### Work request
Retype the records word for word. Skip every image.

### Data for processing
*** Begin section ***

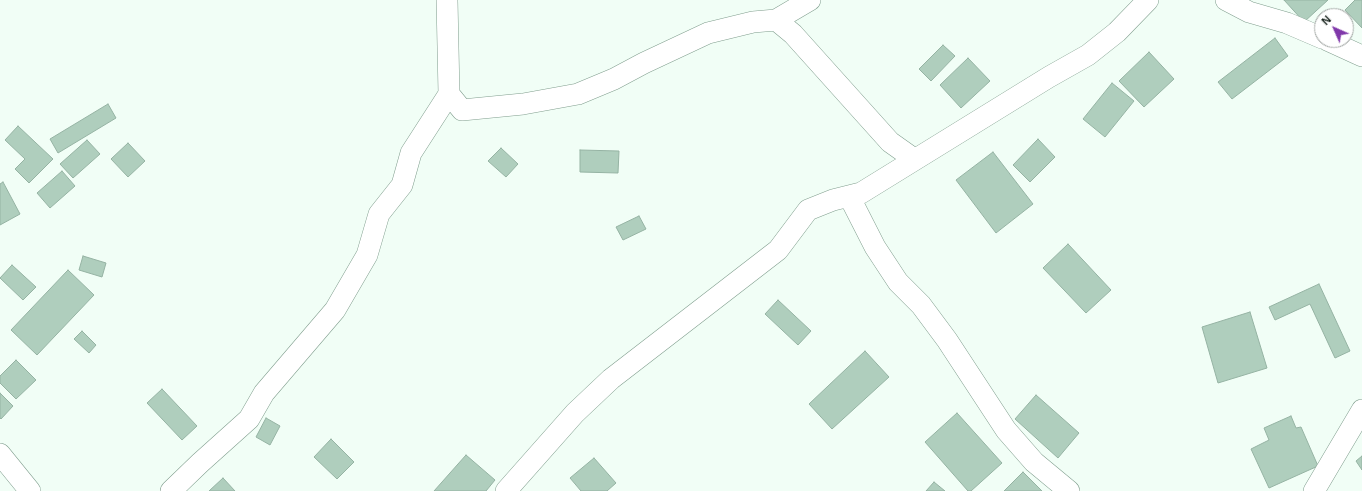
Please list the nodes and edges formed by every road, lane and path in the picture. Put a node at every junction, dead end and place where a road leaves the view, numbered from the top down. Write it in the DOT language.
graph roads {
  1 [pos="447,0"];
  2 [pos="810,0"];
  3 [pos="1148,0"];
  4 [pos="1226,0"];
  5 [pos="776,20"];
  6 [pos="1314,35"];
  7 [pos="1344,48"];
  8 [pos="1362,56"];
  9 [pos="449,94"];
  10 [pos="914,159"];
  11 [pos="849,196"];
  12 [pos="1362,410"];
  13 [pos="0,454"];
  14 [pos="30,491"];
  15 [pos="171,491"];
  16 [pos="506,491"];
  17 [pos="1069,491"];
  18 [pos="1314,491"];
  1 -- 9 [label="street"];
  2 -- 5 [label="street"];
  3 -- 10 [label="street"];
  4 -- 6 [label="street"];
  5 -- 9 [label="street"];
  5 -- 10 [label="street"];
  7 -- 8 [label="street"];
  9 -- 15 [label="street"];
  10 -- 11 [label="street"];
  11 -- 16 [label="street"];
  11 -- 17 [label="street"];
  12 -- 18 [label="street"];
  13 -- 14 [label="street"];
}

*** End section ***

### Finished exercise
Please list the nodes and edges formed by every road, lane and path in the picture. Put a node at every junction, dead end and place where a road leaves the view, numbered from the top down. Write it in the DOT language.
graph roads {
  1 [pos="447,0"];
  2 [pos="810,0"];
  3 [pos="1148,0"];
  4 [pos="1226,0"];
  5 [pos="776,20"];
  6 [pos="1314,35"];
  7 [pos="1344,48"];
  8 [pos="1362,56"];
  9 [pos="449,94"];
  10 [pos="914,159"];
  11 [pos="849,196"];
  12 [pos="1362,410"];
  13 [pos="0,454"];
  14 [pos="30,491"];
  15 [pos="171,491"];
  16 [pos="506,491"];
  17 [pos="1069,491"];
  18 [pos="1314,491"];
  1 -- 9 [label="street"];
  2 -- 5 [label="street"];
  3 -- 10 [label="street"];
  4 -- 6 [label="street"];
  5 -- 9 [label="street"];
  5 -- 10 [label="street"];
  7 -- 8 [label="street"];
  9 -- 15 [label="street"];
  10 -- 11 [label="street"];
  11 -- 16 [label="street"];
  11 -- 17 [label="street"];
  12 -- 18 [label="street"];
  13 -- 14 [label="street"];
}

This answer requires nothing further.